Govt. Seeks $1.4bn from Suharto
JAKARTA ~ The central government sought this week for ex-president Suharto and a charity he chaired while in power to hand over US$1.4 billion in stolen assets and damages in a civil suit against them.
State prosecutor Dachmer Munthe, reading an indictment at the opening hearing on Monday, said that Suharto and the Supersemar Scholarship Foundation misused $440 million.
“The first and second defendants (Suharto and the foundation) utilized funds that were gathered … against the aims of the foundation,” he said.
Munthe said the government was also seeking additional damages of Rp10 trillion ($1 billion).
The prosecutor alleged that the foundation had distributed funds meant to go to needy students to private companies from 1982 to 1993.
“If that money can be recovered, there will be more than a thousand people who could obtain scholarships,” Munthe added.
The recipients included an airline owned by Suharto’s youngest son that went bankrupt, an ailing bank in which the foundation had stakes and paper and pulp companies linked to a close Suharto crony, Muhammad “Bob” Hassan.
At the trial, a group representing former and current recipients of scholarships from the foundation presented a demand to be involved in the lawsuit as plaintiffs, apparently fearing they could be asked to return the funds they received.

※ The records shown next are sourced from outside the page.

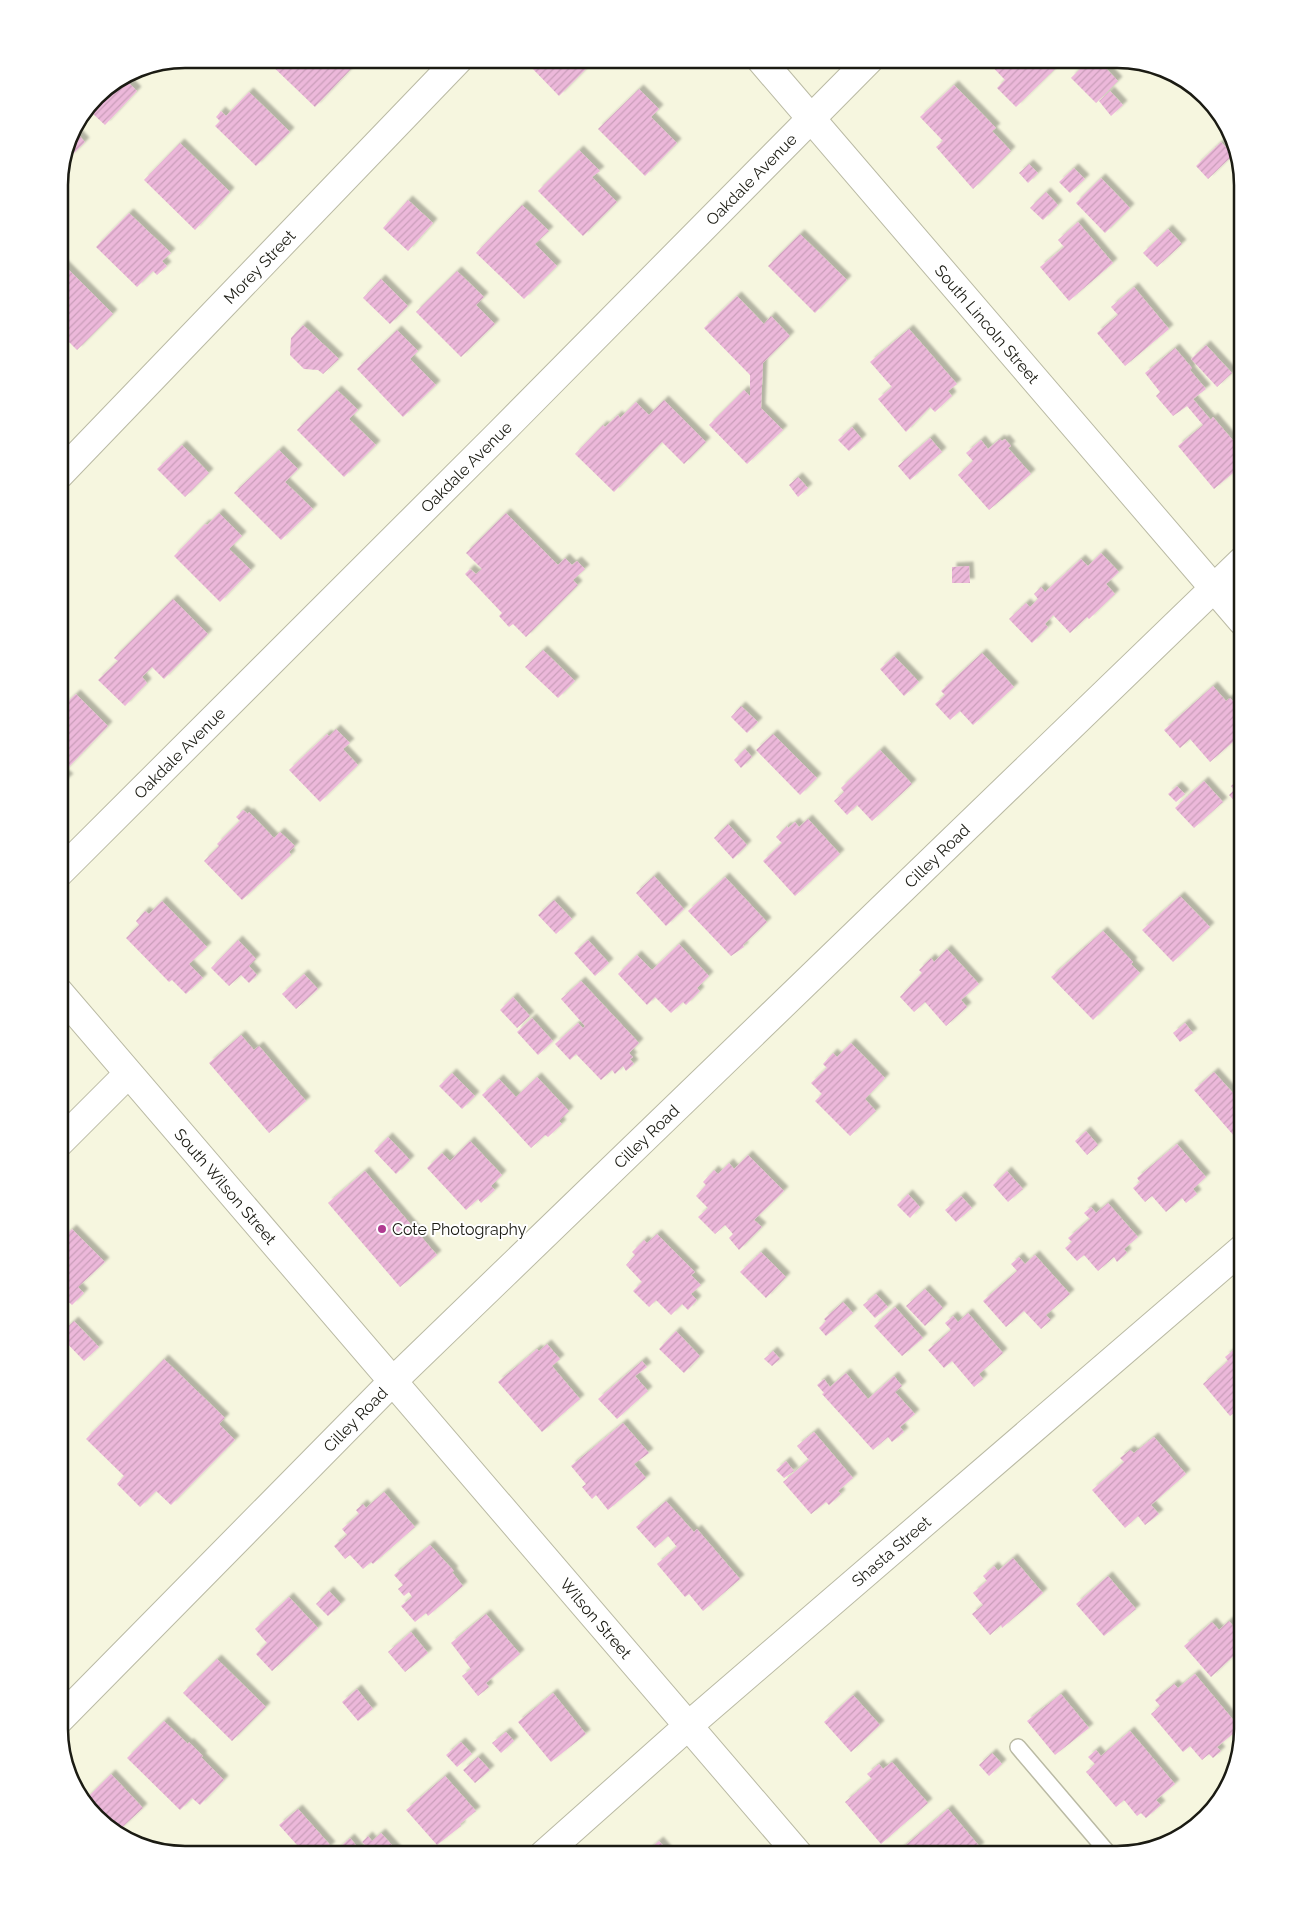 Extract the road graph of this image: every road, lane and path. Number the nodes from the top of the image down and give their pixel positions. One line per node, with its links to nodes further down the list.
1 (450, 68): 5 (street, Morey Street)
2 (768, 68): 4 (street, South Lincoln Street)
3 (861, 68): 4 (street, Oakdale Avenue)
4 (810, 118): 7 (street, South Lincoln Street); 9 (street, Oakdale Avenue)
5 (68, 466)
6 (1234, 569): 7 (street, Cilley Road)
7 (1214, 589): 8 (street, South Lincoln Street); 14 (street, Cilley Road)
8 (1234, 612)
9 (68, 864)
10 (68, 1003): 11 (street, South Wilson Street)
11 (128, 1074): 12 (street); 14 (street, South Wilson Street)
12 (68, 1134)
13 (1234, 1256): 16 (street, Shasta Street)
14 (393, 1381): 15 (street, Cilley Road); 16 (street, Wilson Street)
15 (68, 1711)
16 (688, 1726): 18 (street, Shasta Street); 19 (street, Wilson Street)
17 (1018, 1747): 20 (lane)
18 (553, 1846)
19 (791, 1846)
20 (1102, 1846) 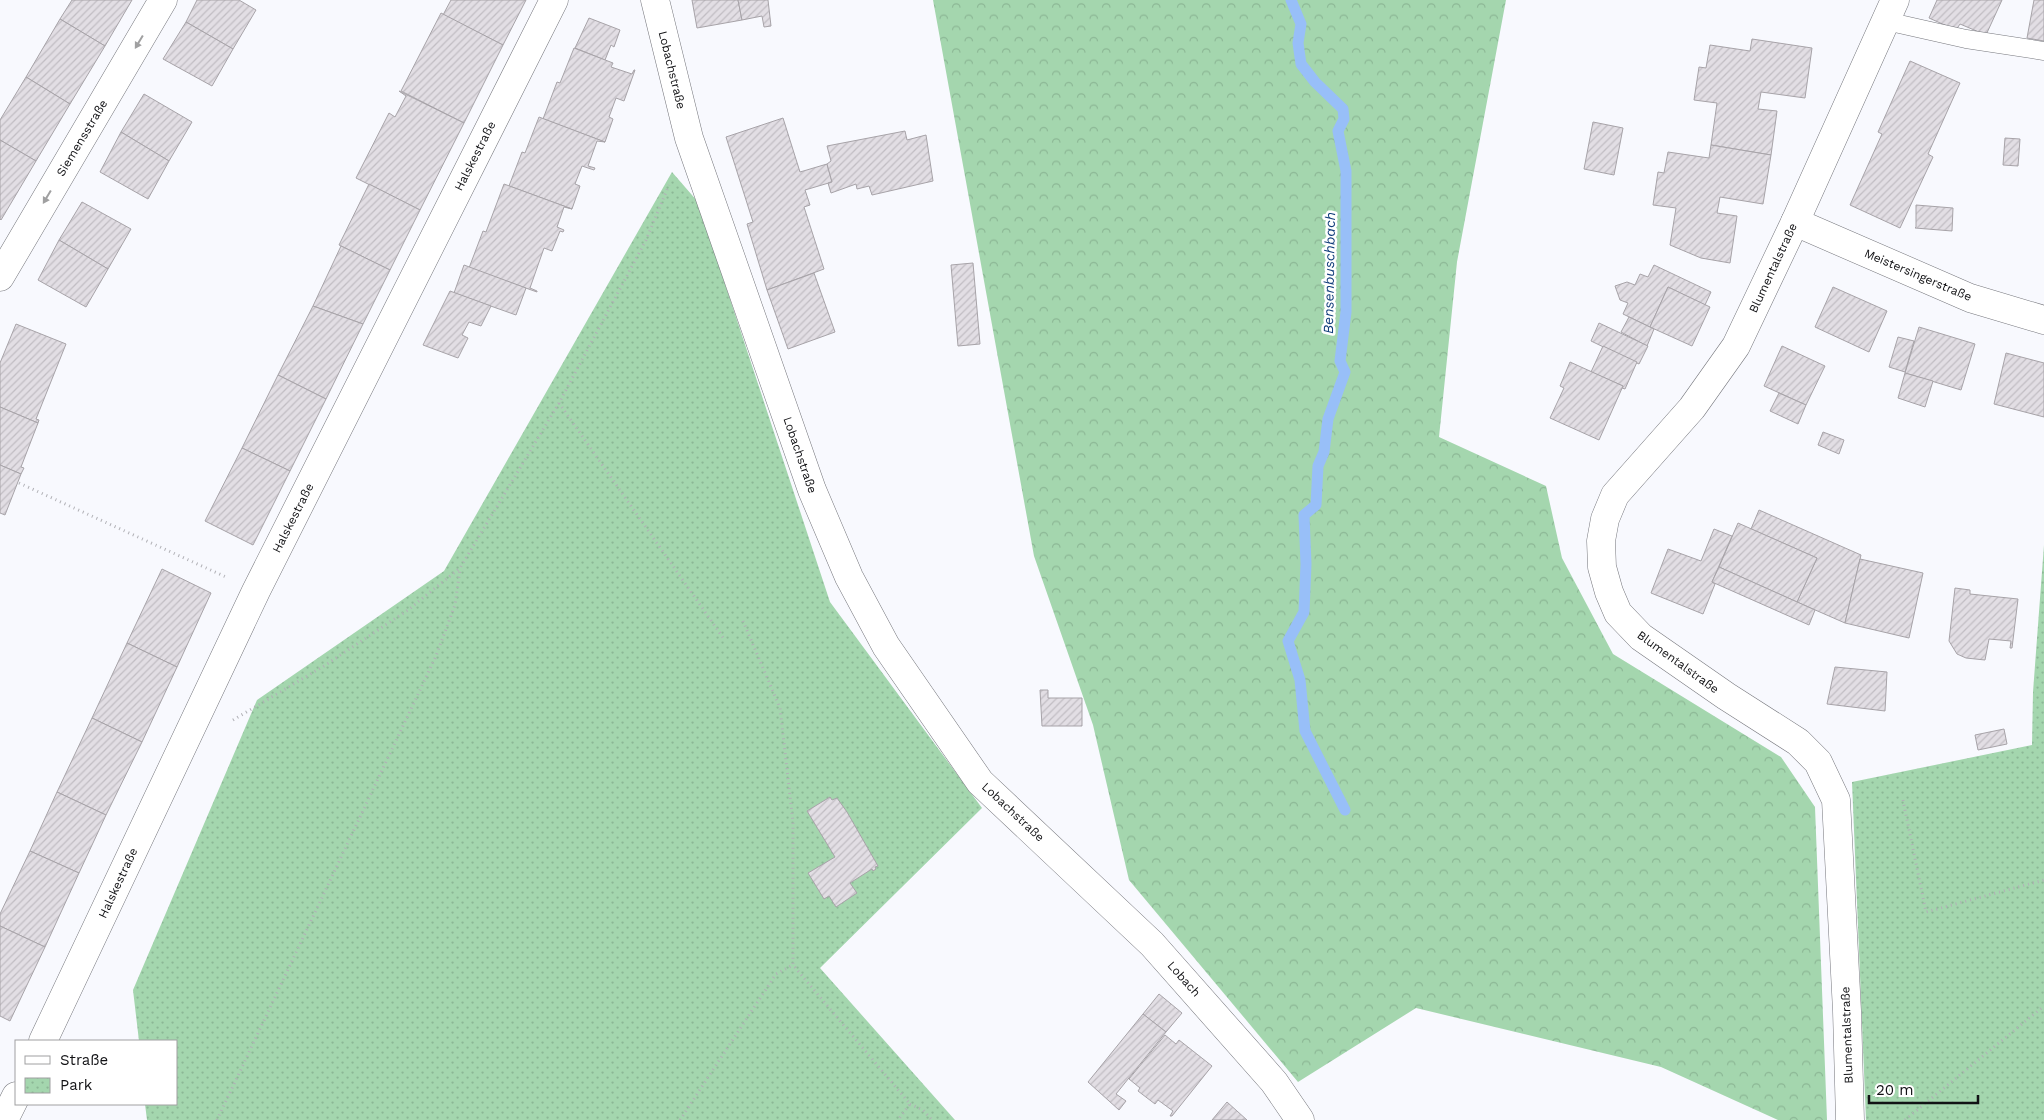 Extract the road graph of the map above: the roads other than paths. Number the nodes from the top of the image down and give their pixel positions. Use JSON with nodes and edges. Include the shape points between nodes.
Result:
{"nodes":[{"id":1,"x":163,"y":0,"type":"edge"},
{"id":2,"x":554,"y":0,"type":"edge"},
{"id":3,"x":655,"y":0,"type":"edge"},
{"id":4,"x":1891,"y":10,"type":"edge"},
{"id":5,"x":2044,"y":51,"type":"edge"},
{"id":6,"x":1795,"y":222,"type":"junction"},
{"id":7,"x":0,"y":277,"type":"edge"},
{"id":8,"x":2044,"y":320,"type":"edge"},
{"id":9,"x":1054,"y":851,"type":"joint"},
{"id":10,"x":43,"y":1040,"type":"edge"},
{"id":11,"x":1300,"y":1120,"type":"edge"},
{"id":12,"x":1850,"y":1120,"type":"edge"}],
"edges":[{"from":1,"to":7,"type":"street","name":"Siemensstraße","one_way":true},
{"from":2,"to":10,"type":"street","name":"Halskestraße","via":[[256,591]]},
{"from":3,"to":9,"type":"street","name":"Lobachstraße","via":[[689,138],[812,490],[849,577],[886,646],[980,782]]},
{"from":4,"to":5,"type":"lane","via":[[1966,39]]},
{"from":4,"to":6,"type":"street","name":"Blumentalstraße"},
{"from":6,"to":8,"type":"street","name":"Meistersingerstraße","via":[[1970,298]]},
{"from":6,"to":12,"type":"street","name":"Blumentalstraße","via":[[1736,346],[1692,408],[1615,495],[1605,519],[1601,541],[1602,567],[1608,592],[1618,612],[1641,637],[1798,742],[1818,762],[1836,800]]},
{"from":9,"to":11,"type":"street","name":"Lobach","via":[[1152,944],[1274,1082]]}]} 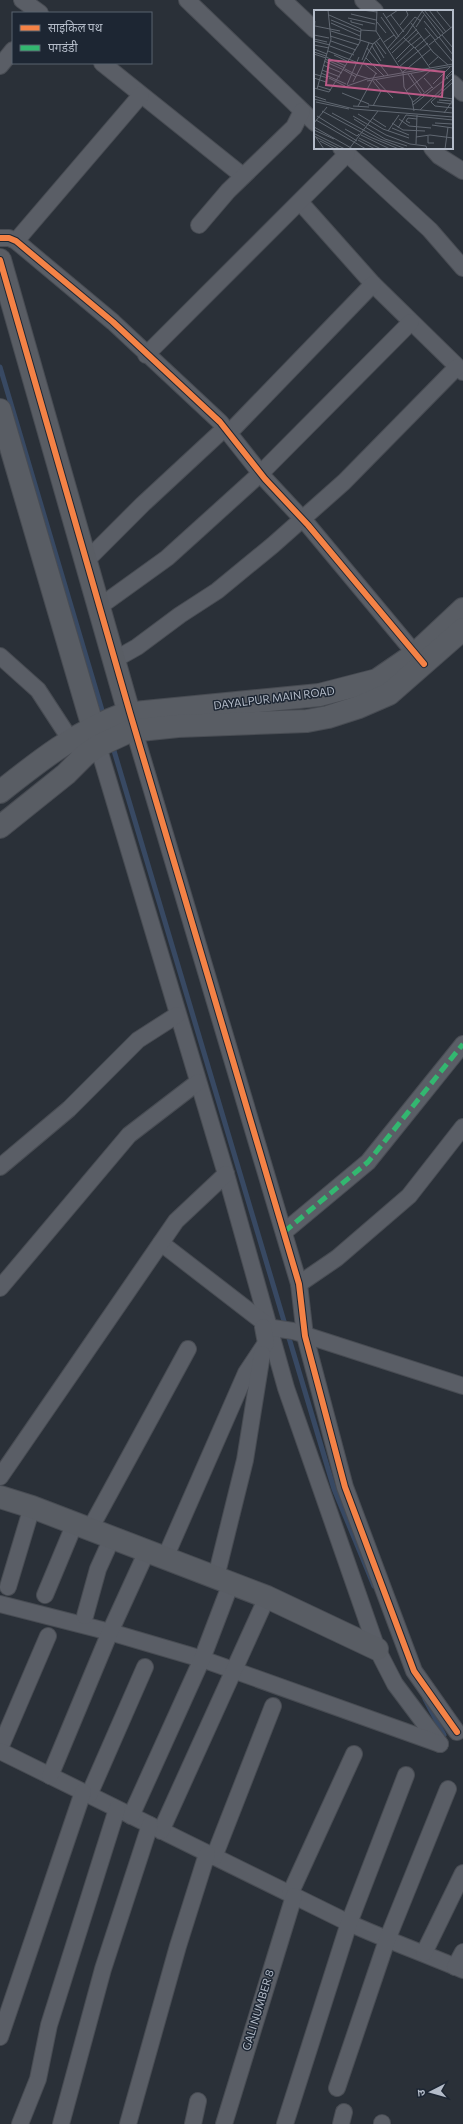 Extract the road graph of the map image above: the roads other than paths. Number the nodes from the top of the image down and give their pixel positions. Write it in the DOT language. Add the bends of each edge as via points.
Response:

Judge Wahyono, who is heading the panel of judges hearing the case, accepted the intervention and said a decision would later be made as to the position of the group in the suit.
The civil suit represents apparently revived efforts by the government of President Susilo Bambang Yudhoyono to bring Suharto to justice, although analysts have been doubtful that the case – resting on evidence decades old – will succeed.
A long-running criminal case against Suharto was abandoned in May last year on health grounds, triggering widespread criticism of Yudhoyono.
In a surprise ruling earlier this month, the Supreme Court awarded Suharto about $106 million in damages in a libel case against US-based Time magazine, which alleged in a 1999 article that the ex-president and his family had stolen up to $73 billion.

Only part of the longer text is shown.